6 Şubat 2023, Türkiye tarihine kara bir gün olarak kazındı. Binlerce insan, bir gecede hayatını kaybetti. Evler, binalar, umutlar yerle bir oldu. Ancak bu felaket yalnızca doğanın değil, insan eliyle büyütülen ihmallerin de bir sonucu olarak hafızalara kazındı. Deprem bölgesinde yaşanan yıkım, yalnızca binaların çökmesiyle değil, hukukun, denetimin ve vicdanın da eksikliğiyle şekillendi.
Depremler doğal afetlerdir; ancak afetlerin yol açtığı sonuçlar büyük ölçüde insan eliyle belirlenir. Hukukun üstünlüğü, şehir planlamasındaki öngörü, yapı denetimlerinin etkinliği ve yöneticilerin sorumlulukları, bir doğal felaketin büyüklüğünü tayin eden en kritik unsurlardır. Ne yazık ki, 6 Şubat’ta yaşanan yıkım, yalnızca yer sarsıntısının değil, yanlış yapılaşmanın, denetimsizliğin ve umursamazlığın ağır bir bedelidir.
Deprem sonrası yürütülen soruşturmalar, binaların yapımında görev alan müteahhitlerin, yapı denetim firmalarının ve yetkililerin sorumluluklarını gözler önüne sermektedir. Hukukun en temel ilkesi olan kusur sorumluluğu, bu noktada devreye girmektedir. Türk Ceza Kanunu’na göre, bir kişinin ihmali sonucu başka bir kişinin hayatını kaybetmesi veya yaralanması, taksirle ölüme veya yaralanmaya sebebiyet verme suçunu oluşturur ve bu durumda sorumlular hakkında cezai işlem başlatılması mümkündür. Türk Borçlar Kanunu’na göre ise, zarara sebep olan kişiler, zarar görenlere maddi ve manevi tazminat ödemekle yükümlüdür. İmar Kanunu kapsamında binaların depreme dayanıklı inşa edilmesi zorunludur ve bu kurala riayet etmeyen yetkililer ile firmalar, hukuki sorumluluk altına girerler. Ancak yasal sürecin adil, hızlı ve şeffaf bir şekilde işletilmesi, mağdurların haklarının tam anlamıyla korunması için hayati önem taşımaktadır.
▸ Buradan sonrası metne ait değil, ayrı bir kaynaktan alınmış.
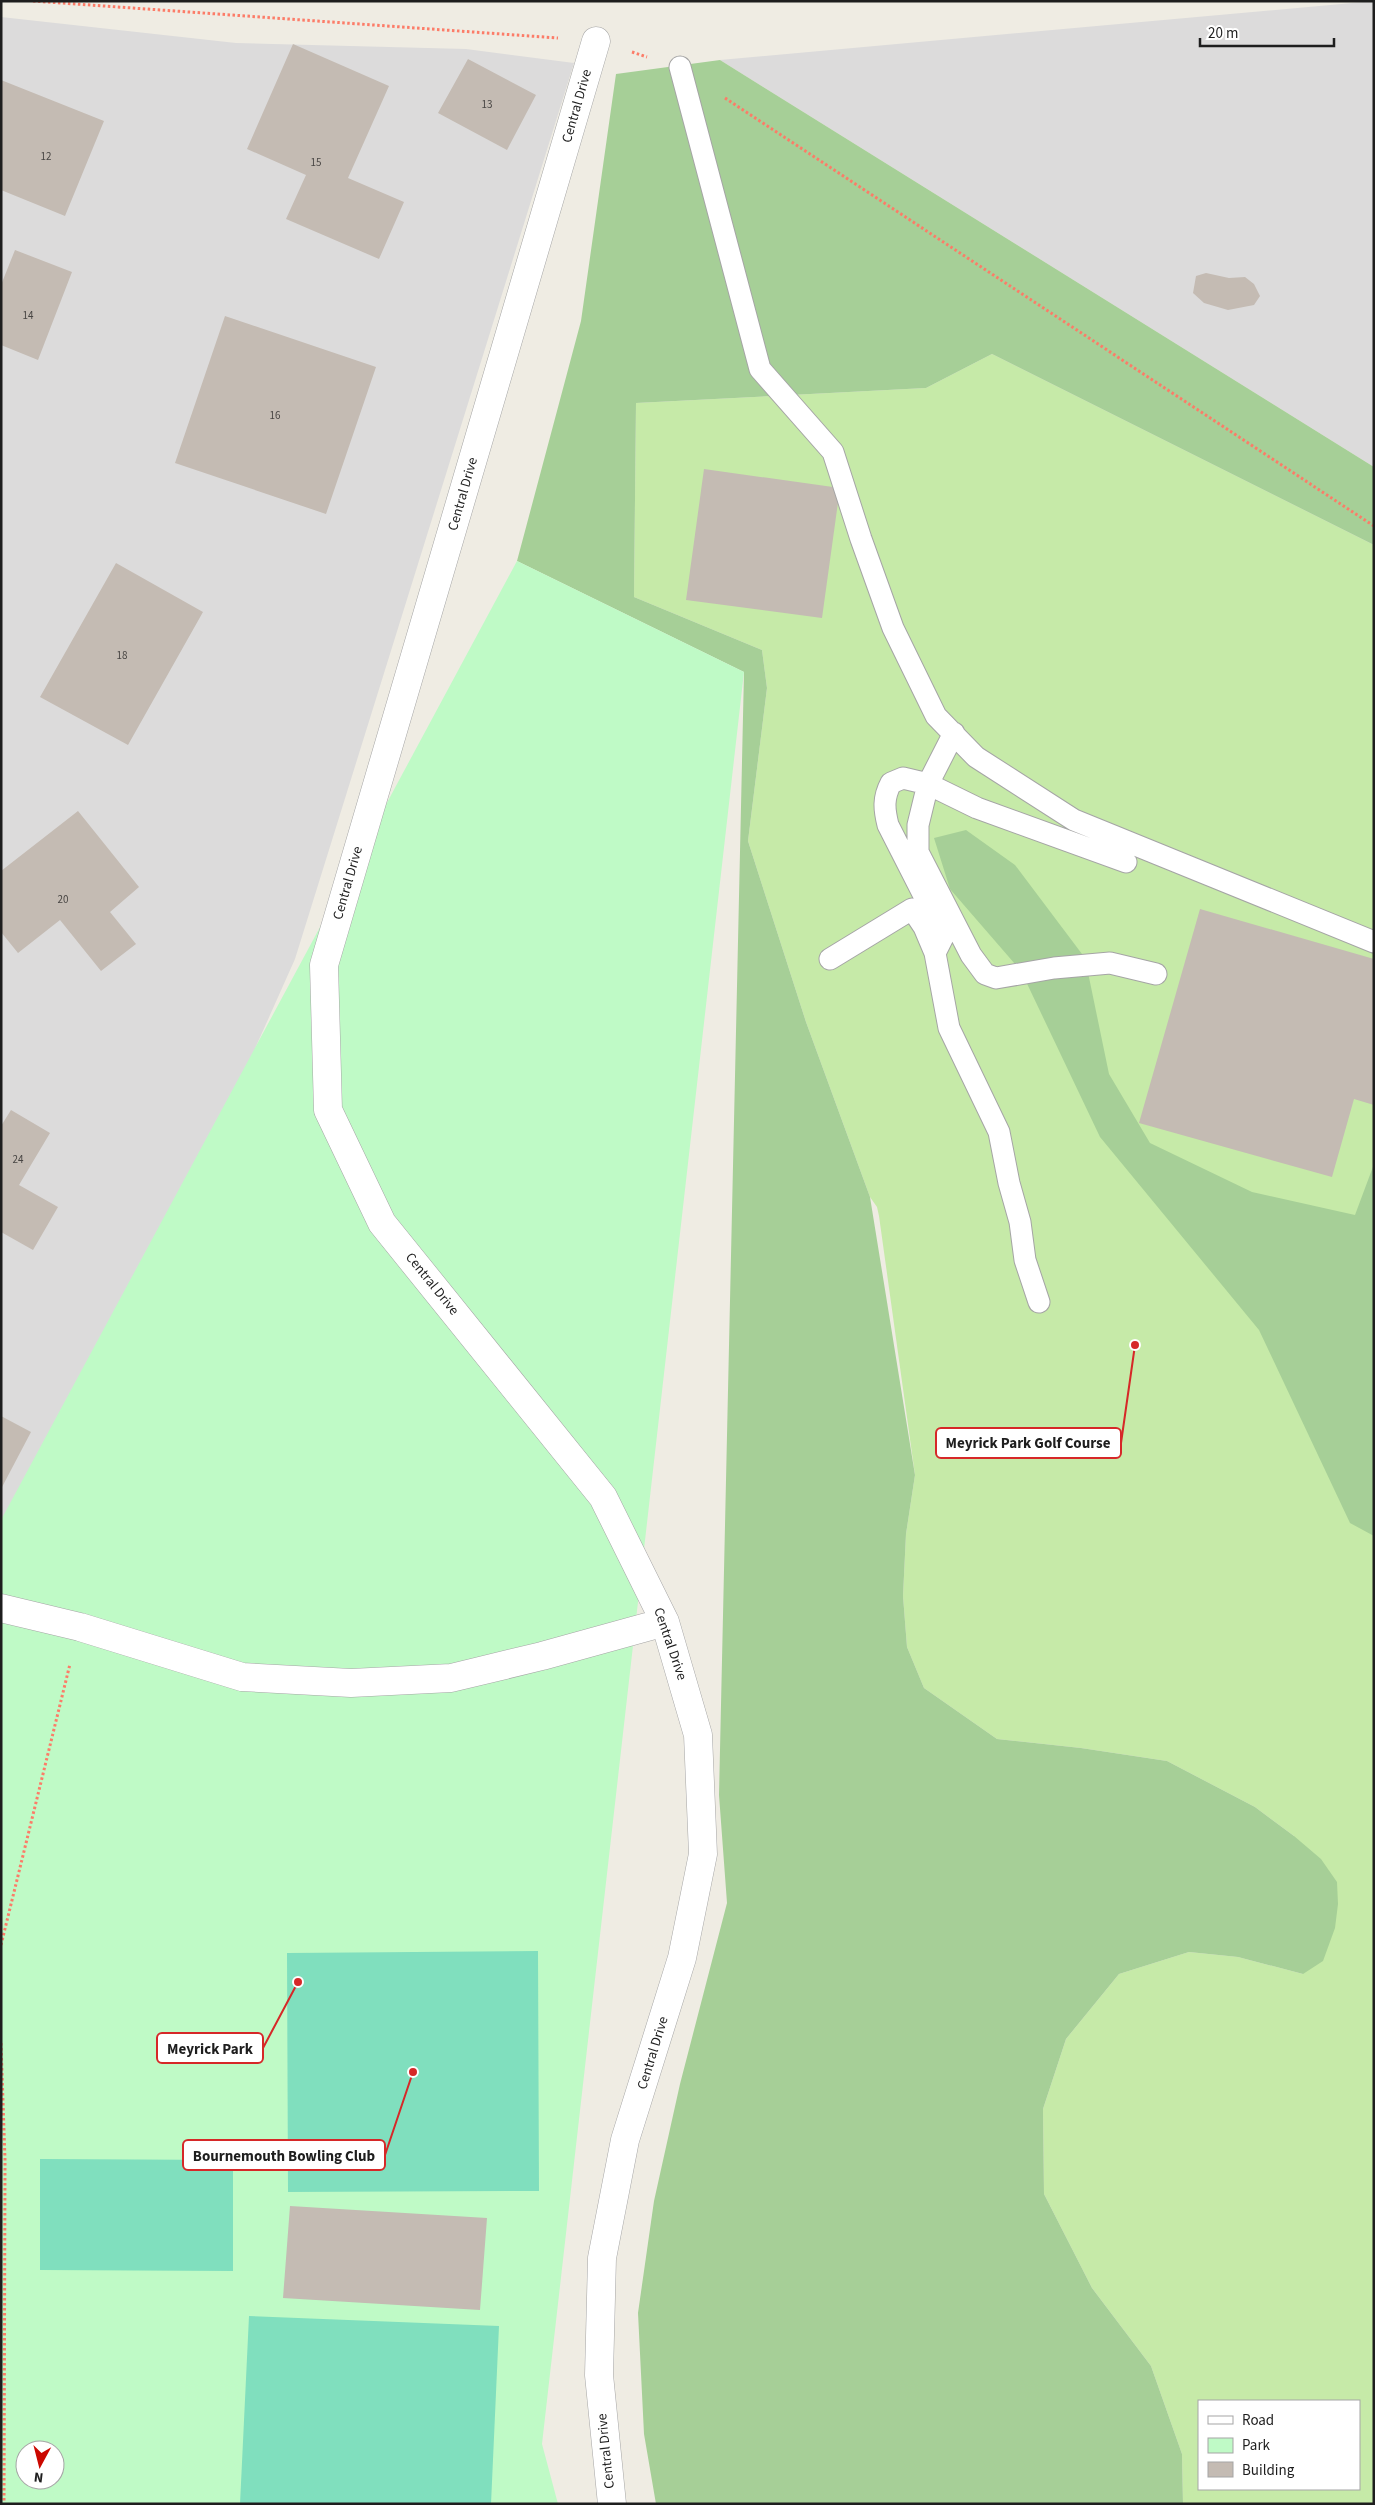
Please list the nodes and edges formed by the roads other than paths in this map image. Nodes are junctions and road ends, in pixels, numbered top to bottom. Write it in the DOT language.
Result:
graph roads {
  1 [pos="596,40"];
  2 [pos="680,67"];
  3 [pos="954,733"];
  4 [pos="928,784"];
  5 [pos="1126,862"];
  6 [pos="1374,942"];
  7 [pos="935,954"];
  8 [pos="830,959"];
  9 [pos="1156,974"];
  10 [pos="1039,1302"];
  11 [pos="1,1608"];
  12 [pos="665,1622"];
  13 [pos="612,2504"];
  1 -- 12 [label="street, Central Drive"];
  2 -- 3 [label="lane"];
  3 -- 4 [label="lane"];
  3 -- 6 [label="lane"];
  4 -- 5 [label="lane"];
  4 -- 7 [label="lane"];
  4 -- 9 [label="lane"];
  7 -- 8 [label="lane"];
  7 -- 10 [label="lane"];
  11 -- 12 [label="street"];
  12 -- 13 [label="street, Central Drive"];
}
Depremzedeler, uğradıkları maddi ve manevi zararların giderilmesi için hukuki yollara başvurabilirler. Konutlarını ve iş yerlerini kaybeden vatandaşlar, sorumlulara karşı maddi tazminat davası açabilirler. Zorunlu Deprem Sigortası kapsamında olan konutlar için sigorta şirketlerinden ödeme talep edilebilir. Ayrıca, savcılıklar, kusuru bulunan kişi ve kurumlara yönelik cezai soruşturma yürütebilir. Ancak burada önemli olan, hukuki sürecin gecikmeden ve hakkaniyetle ilerletilmesidir. Çünkü adaletin gecikmesi, mağdurların acısını daha da derinleştirebilir.
6 Şubat, yalnızca anılacak bir felaket günü değil, aynı zamanda bir dönüm noktası olmalıdır. Afet yönetiminde hukukun gerekliliklerini eksiksiz yerine getirmek, kent planlamasında akılcı ve sürdürülebilir politikalar izlemek zorunluluktur. Unutulmamalıdır ki, adalet sadece mahkeme salonlarında değil, şehirlerin temelinde, projelerin her aşamasında inşa edilir. Eğer gereken dersler alınmaz, hukuk sistemi yetersiz kalırsa, aynı acıları yeniden yaşamamız kaçınılmazdır.